The electronic version of this article is the complete one and can be found online at: http://www.retrovirology.com/content/9/S2/P33


Published:13 September 2012

© 2012 Billingsley et al; licensee BioMed Central Ltd.

This is an Open Access article distributed under the terms of the Creative Commons Attribution License (http://creativecommons.org/licenses/by/2.0), which permits unrestricted use, distribution, and reproduction in any medium, provided the original work is properly cited.

Background

Protective immunity against vaginal challenge in SIVΔnef-vaccinated macaques develops at 20 weeks after vaccination, whereas the magnitude of SIV-specific CD8+ T cell responses peaks at 5 weeks.
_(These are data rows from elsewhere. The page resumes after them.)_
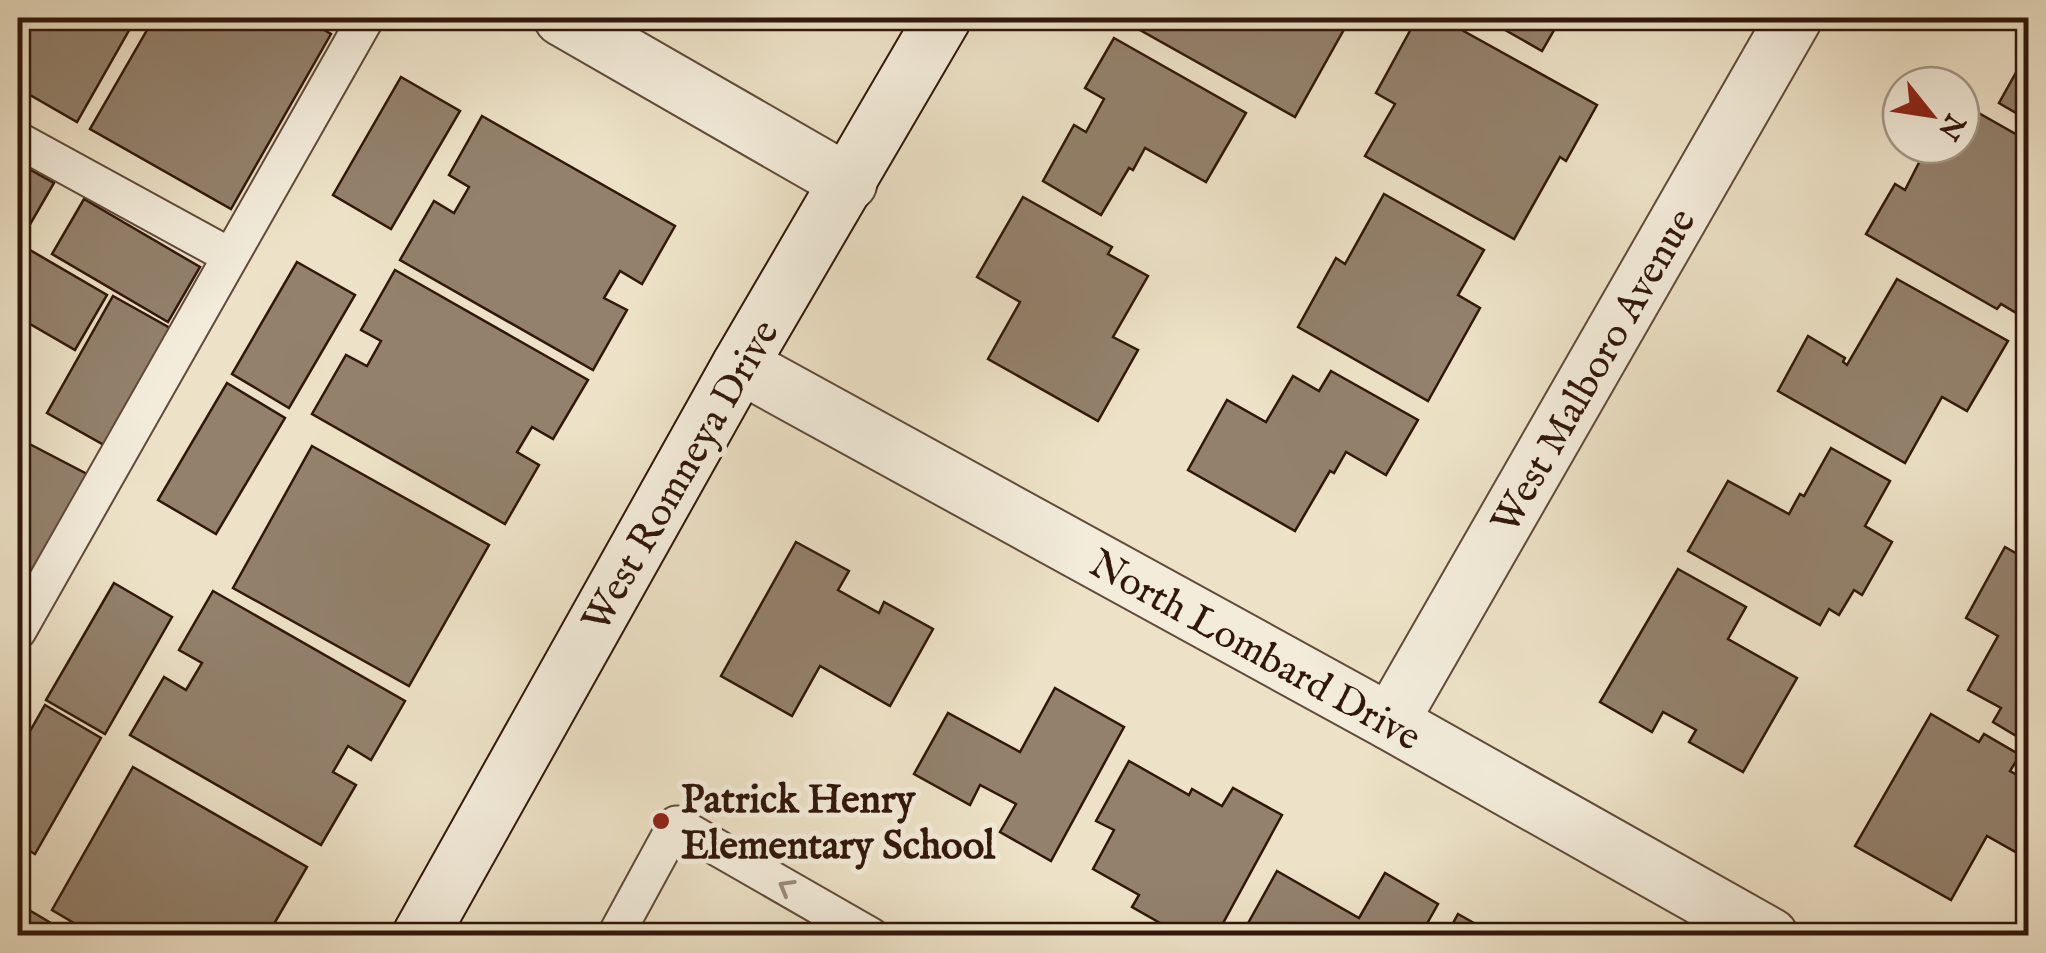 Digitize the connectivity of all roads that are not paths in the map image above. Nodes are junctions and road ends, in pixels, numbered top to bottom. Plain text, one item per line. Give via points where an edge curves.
1 (366, 18) edge
2 (562, 18) edge
3 (943, 18) edge
4 (1794, 18) edge
5 (18, 140) edge
6 (849, 182) junction
7 (230, 256) junction
8 (740, 365) junction
9 (18, 631) edge
10 (1390, 722) junction
11 (420, 936) edge
12 (615, 936) edge
13 (871, 936) edge
14 (1770, 936) edge

1 - 7 lane
2 - 6 street
3 - 6 street, West Romneya Drive
4 - 10 street, West Malboro Avenue
5 - 7 lane
6 - 8 street, West Romneya Drive
7 - 9 lane
8 - 10 street, North Lombard Drive
8 - 11 street, West Romneya Drive
10 - 14 street, North Lombard Drive
13 -> 12 lane via 676,824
SIV-specific CD8+ T cells phenotypically mature from week 5 to 20, as characterized by upregulation of CCR7 and CD127, suggesting that the quality of the CD8+ T cell response may correlate with protection.

Methods

Highly parallel qRT-PCR was used to characterize the expression of 21 transcription factors (TFs) in T cells sorted into naïve, central, transitional, and effector memory subsets, and in SIV Gag CM9 and Tat SL8-specific CD8+ T cells obtained at wk5 and wk20 after SIV239Δnef vaccination.

Results

Unsupervised clustering organized T cell samples into groups concordant with cell surface phenotype. SIV-specific CD8+ cells segregated into wk5 and wk20 clusters. 11 of 21 TFs were expressed at significantly different levels at wk20 than at wk5. Wk20 cells exhibited increased levels of TFs associated with both quiescence and maintenance of effector function. Furthermore, 7 TFs were significantly differentially expressed between SIV Gag and SIV Tat-specific wk20 populations. Principal component analysis suggests the Gag-specific cells may be more effector-like and the Tat-specific cells more transitional or central memory-like.

Conclusion

Our data indicate distinct transcriptional profiles of different memory T cell subsets and clear differences between wk5 and wk20 SIV-specific CD8+ T cell transcriptomes. The mature wk 20 CD8+ T cell response temporally correlated with protection is characterized by the expression of transcription factors associated with both central memory and effector memory T cells. Additionally, wk20 Gag-specific cells exhibit a more effector-like expression profile than Tat-specific cells, which is consistent with the Tat epitope exhibiting more rapid CTL escape kinetics than the Gag epitope. Analysis of transcription factor expression therefore provides a valuable complement to the analysis of memory cell differentiation based on classical phenotypic markers.